Tra le cose più interessanti, la missione “Starlink L2” è caratterizzata dalla presenza di un satellite a cui è stato applicato uno speciale rivestimento antiriflettente che dovrebbe consentire di ridurre notevolmente la luminosità riflessa. A tal proposito occorre fare un passo indietro nel tempo. Lo scorso 25 maggio 2019 un astronomo dilettante olandese è stato uno dei primi a pubblicare un video che mostrava i satelliti che volavano nel cielo in fila indiana, come un “treno” di luci brillanti. Il video aveva suscitato forti perplessità nell’ambiente delle osservazioni astronomiche non appena si è iniziato a ragionare sul numero di satelliti che Elon Musk ha promesso di immettere in orbita: circa 1.600 nella prima fase e 12.000 per completare la costellazione. Si tratta, in effetti, di un numero impressionante. A titolo esemplificativo basta considerare che oggi sono circa 18 mila gli oggetti celesti – più grandi di 10 cm – monitorati in orbita bassa, tra questi si contano 2.000 satelliti attivi. Il timore è che, quando la flotta sarà al completo, in ogni momento vi saranno decine di satelliti visibili ad occhio nudo sopra l’orizzonte. Per capire le preoccupazioni degli astronomi occorre partire dall’approccio rivoluzionario del progetto di SpaceX. Se di norma i satelliti per le telecomunicazioni sono posizionati in orbita geosincrona, apparentemente in una posizione fissa sopra l’equatore a 36 mila km di altezza, i satelliti Starlink opereranno in orbita bassa, a soli 550 km di altitudine. Se da una parte la vicinanza consentirà una maggiore potenza di segnale, rendendo superflue le antenne satellitari, dall’altra ciascun satellite, non essendo posto in orbita geostazionaria, orbiterà velocemente attorno alla Terra, riuscendo ad offrire i propri servizi solo al territorio sorvolato. L’enorme numero di satelliti, che ribadiamo essere di 12.000, è giustificato dall’esigenza di garantire una copertura completa e continua del servizio per tutto il globo terrestre. Per fare un confronto, la rete di satelliti per le telecomunicazioni Iridium, che negli anni ’90 ha utilizzato lo stesso approccio, ne contava soltanto poche decine.
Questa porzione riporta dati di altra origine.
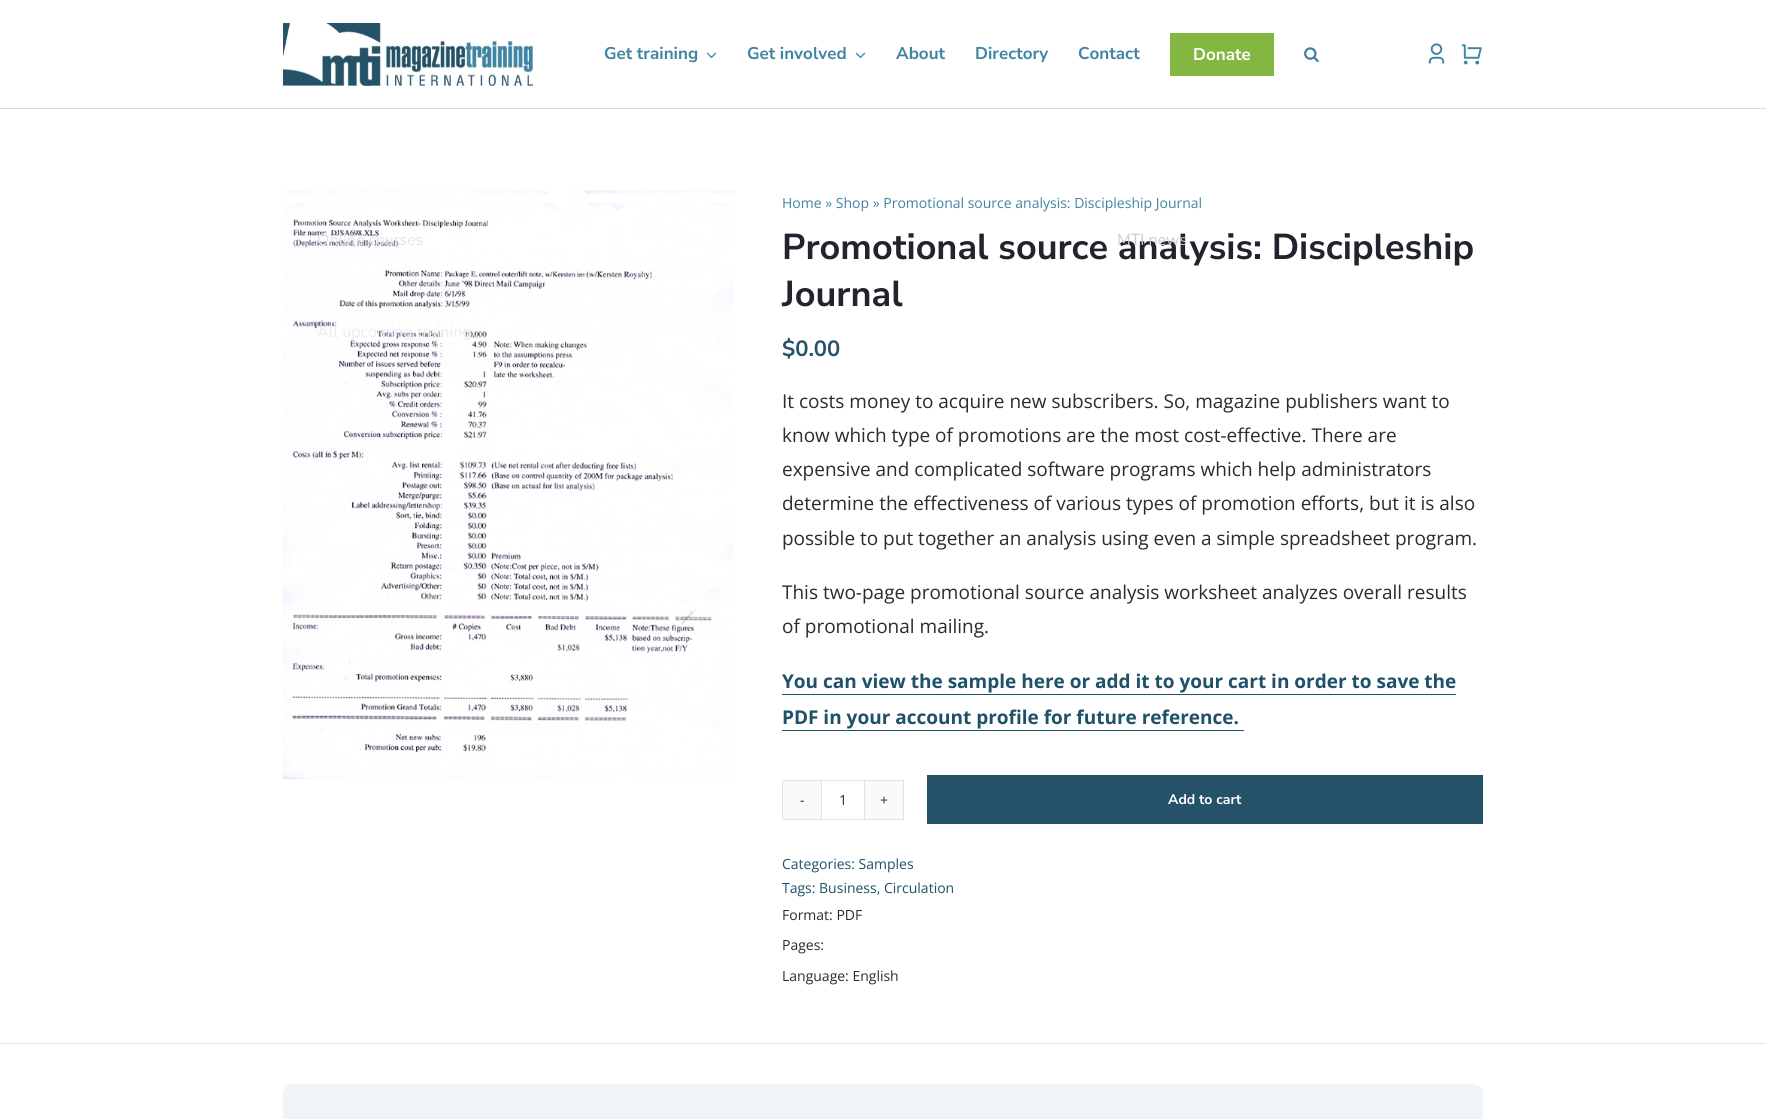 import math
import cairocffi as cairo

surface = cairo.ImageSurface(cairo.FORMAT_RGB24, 1766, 1119)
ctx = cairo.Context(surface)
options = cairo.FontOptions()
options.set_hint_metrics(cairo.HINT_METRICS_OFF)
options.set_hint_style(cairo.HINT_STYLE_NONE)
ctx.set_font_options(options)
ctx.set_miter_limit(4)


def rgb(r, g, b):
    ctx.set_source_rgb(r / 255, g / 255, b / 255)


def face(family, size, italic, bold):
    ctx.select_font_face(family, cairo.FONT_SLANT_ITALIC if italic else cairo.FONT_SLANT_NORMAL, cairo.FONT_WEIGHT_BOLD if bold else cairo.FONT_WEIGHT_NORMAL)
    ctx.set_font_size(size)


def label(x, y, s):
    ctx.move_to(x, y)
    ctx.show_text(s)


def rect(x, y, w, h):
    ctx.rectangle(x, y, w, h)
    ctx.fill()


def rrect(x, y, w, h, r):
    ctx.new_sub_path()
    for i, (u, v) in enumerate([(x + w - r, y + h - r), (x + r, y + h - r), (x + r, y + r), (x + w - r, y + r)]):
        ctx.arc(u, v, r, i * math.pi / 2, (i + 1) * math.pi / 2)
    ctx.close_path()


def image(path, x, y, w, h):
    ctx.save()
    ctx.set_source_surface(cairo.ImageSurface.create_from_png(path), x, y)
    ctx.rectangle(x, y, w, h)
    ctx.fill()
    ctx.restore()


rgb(255, 255, 255)
ctx.paint()
rgb(214, 216, 218)
rect(0, 108, 1766, 1)
image('image0.png', 283, 23, 250, 63)
image('image1.png', 1428, 43, 17, 21)
image('image2.png', 1461, 44, 21, 21)
face('Nunito Sans', 17, 0, 1)
rgb(63, 132, 162)
label(604, 59, 'Get training')
image('image3.png', 706, 52, 11, 7)
image('image5.png', 283, 190, 451, 590)
face('Nunito Sans', 16, 0, 0)
rgb(229, 227, 231)
label(317, 245, 'Online courses')
rgb(236, 235, 238)
label(317, 337, 'All upcoming training')
face('Nunito Sans', 36, 0, 1)
rgb(33, 36, 44)
label(782, 259, 'Promotional source analysis: Discipleship')
face('Nunito Sans', 16, 0, 0)
rgb(202, 203, 204)
label(1117, 245, 'MTI news')
face('Nunito Sans', 17, 0, 1)
rgb(63, 132, 162)
label(747, 59, 'Get involved')
image('image3.png', 855, 52, 11, 7)
label(896, 59, 'About')
label(975, 59, 'Directory')
label(1078, 59, 'Contact')
rgb(131, 183, 65)
rect(1170, 33, 104, 43)
rgb(255, 255, 255)
label(1193, 60, 'Donate')
image('image4.png', 1304, 47, 15, 16)
face('Open Sans', 14, 0, 0)
rgb(63, 132, 162)
label(782, 208, 'Home » Shop » Promotional source analysis: Discipleship Journal')
face('Nunito Sans', 36, 0, 1)
rgb(33, 36, 44)
label(782, 306, 'Journal')
face('Nunito Sans', 22, 0, 1)
rgb(37, 82, 104)
label(782, 356, '$0.00')
face('Open Sans', 19, 0, 0)
rgb(43, 44, 40)
label(782, 408, 'It costs money to acquire new subscribers. So, magazine publishers want to')
label(782, 442, 'know which type of promotions are the most cost-effective. There are')
label(782, 476, 'expensive and complicated software programs which help administrators')
label(782, 510, 'determine the effectiveness of various types of promotion efforts, but it is also')
label(782, 545, 'possible to put together an analysis using even a simple spreadsheet program.')
label(782, 599, 'This two-page promotional source analysis worksheet analyzes overall results')
label(782, 633, 'of promotional mailing.')
face('Open Sans', 19, 0, 1)
rgb(31, 81, 104)
label(782, 688, 'You can view the sample here or add it to your cart in order to save the')
rect(782, 694, 674, 1)
label(782, 724, 'PDF in your account profile for future reference.')
rect(782, 730, 462, 1)
rgb(251, 250, 249)
ctx.rectangle(782.5, 780.5, 39, 39)
ctx.fill_preserve()
rgb(226, 226, 226)
ctx.set_line_width(1)
ctx.stroke()
face('Open Sans', 14, 0, 0)
rgb(43, 44, 40)
label(800, 805, '-')
rgb(226, 226, 226)
rect(823, 780, 40, 1)
rect(823, 819, 40, 1)
rgb(43, 44, 40)
label(839, 805, '1')
rgb(251, 250, 249)
ctx.rectangle(864.5, 780.5, 39, 39)
ctx.fill_preserve()
rgb(226, 226, 226)
ctx.stroke()
rgb(43, 44, 40)
label(880, 805, '+')
rgb(37, 82, 104)
rect(927, 775, 556, 49)
face('Nunito Sans', 14, 0, 1)
rgb(255, 255, 255)
label(1168, 804, 'Add to cart')
face('Open Sans', 14, 0, 0)
rgb(31, 81, 104)
label(782, 869, 'Categories: Samples')
label(782, 893, 'Tags: Business, Circulation')
rgb(43, 44, 40)
label(782, 920, 'Format: PDF')
label(782, 950, 'Pages:')
label(782, 981, 'Language: English')
rgb(230, 230, 230)
rect(0, 1043, 1766, 1)
rgb(239, 244, 247)
rrect(283, 1084, 1200, 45, 10)
ctx.fill()
surface.write_to_png('render.png')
Thanks to @Marco_Langbroek for the video

Tornando infine all’inizio di questo articolo, risulta facile a questo punto fare un conteggio dei satelliti Starlink attualmente attivi in orbita: moltiplichiamo 60 satelliti per ciascuno dei 4 lanci effettuati fino ad oggi, otterremo un totale di 240. Tuttavia, a questo numero non dobbiamo scordare di sottrarre i 3 satelliti disattivati poiché guasti. Otteniamo per cui un totale di 237, che diventa 239 se conteggiamo anche i primi due satelliti di test (Tintin A e B), ovvero il numero esatto dei satelliti Starlink attualmente in orbita.